Come tornare a un clima civile
di Sergio Romano
Vi sono attentati, per quanto insani e feroci, che hanno un disegno e rispondono alla strategia di una forza politica. Così furono gli attentati anarchici contro re, regine e presidenti fra l’Ottocento e il Novecento, da quello di Sante Caserio contro il presidente francese Carnot nel 1894 a quelli di Luigi Lucheni e Gaetano Bresci contro l’imperatrice Elisabetta e Umberto I nel 1898 e nel 1900. Ma ve ne sono altri che sono soltanto opera di un folle, prigioniero delle proprie ossessioni. Anche questi, tuttavia, possono essere pericolosi quando, pur senza padri, hanno un gran numero di complici involontari. Il presidente della Repubblica ha ragione quando ci richiama all’ordine e ci ricorda che abbiamo tutti l’obbligo di essere in questo momento «allarmati». Nessuno ha guidato la mano dell’attentatore di piazza del Duomo, ma molti sono coloro che hanno concorso a creare il clima in cui la violenza è diventata possibile.

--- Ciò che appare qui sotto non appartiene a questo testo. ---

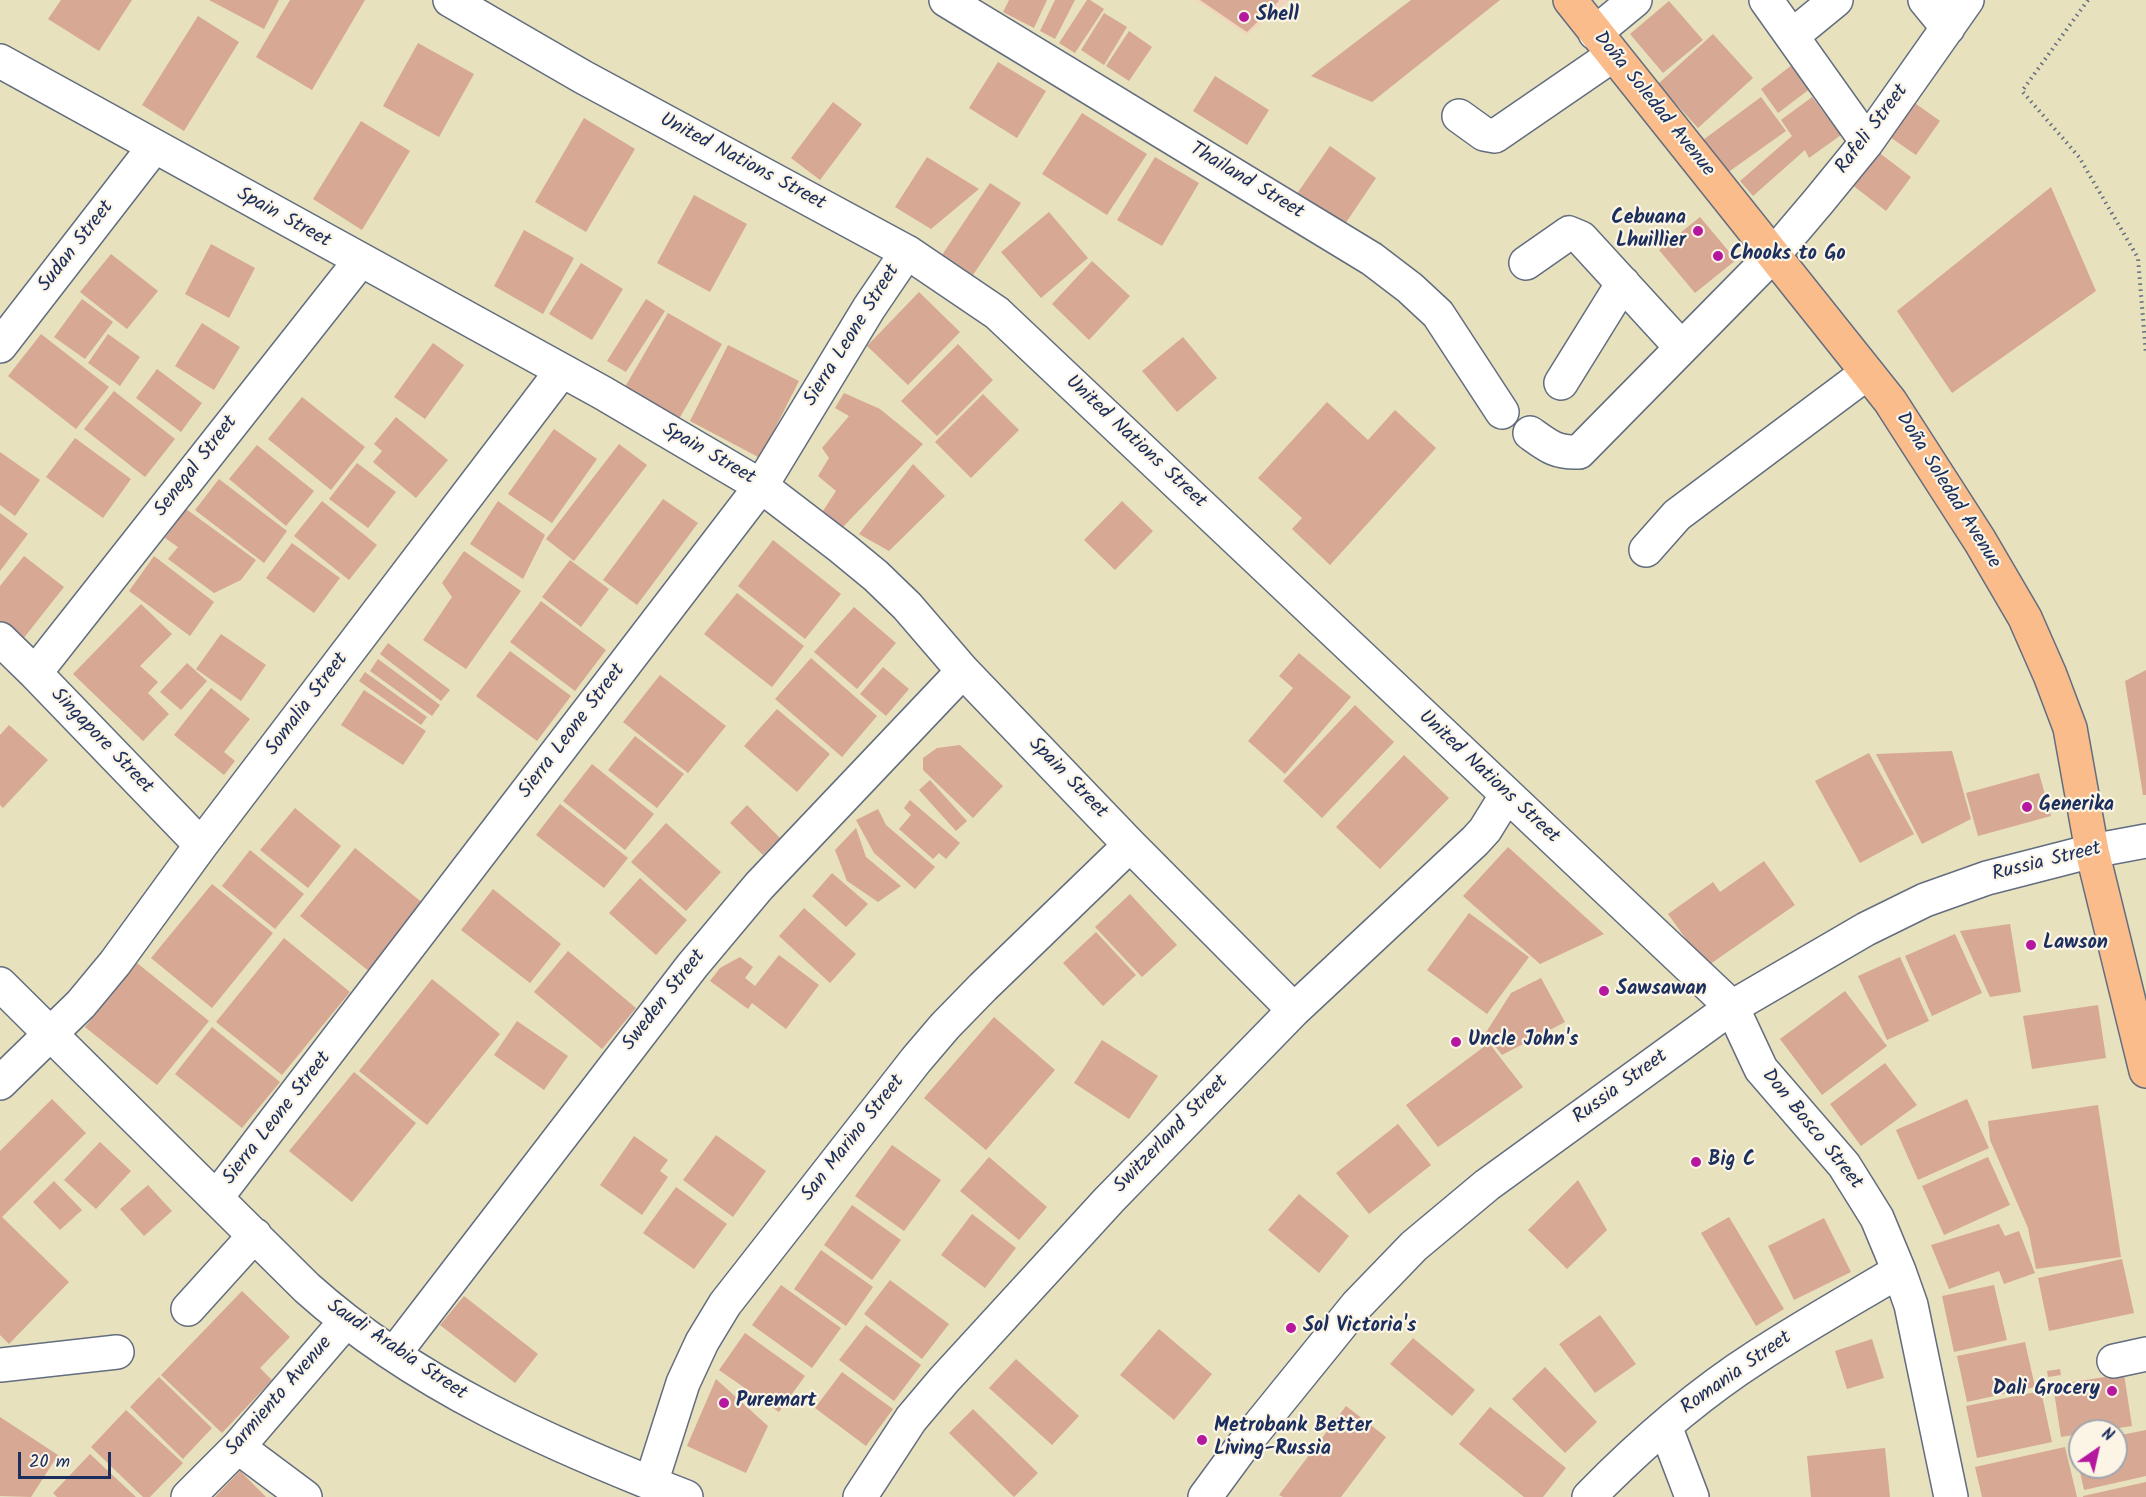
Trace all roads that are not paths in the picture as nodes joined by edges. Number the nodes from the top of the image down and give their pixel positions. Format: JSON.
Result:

Occorre quindi che tutti facciano un esame di coscienza e controllino d’ora in poi le loro parole. Esistono maggiori responsabilità da una parte o dall’altra? Può darsi, ma il compito di accertarlo toccherà ad altri, più tardi. Oggi ciò che conta non è la puntigliosa rivendicazione delle proprie ragioni, ma la restaurazione di un clima civile. A giudicare da ciò che è accaduto ieri alla Camera, prevale invece, sia nell’opposizione che in certi settori della maggioranza, il desiderio di utilizzare politicamente l’attentato per dimostrare le colpe e le responsabilità del «nemico ». Assistiamo così a un nuovo paradosso. Tutte le forze politiche nazionali condannano il gesto di piazza del Duomo e si rallegrano del suo fallimento. Ma parecchi lo usano per continuare il pericoloso gioco delle accuse reciproche e rischiano di preparare in questo modo altri scoppi di violenza.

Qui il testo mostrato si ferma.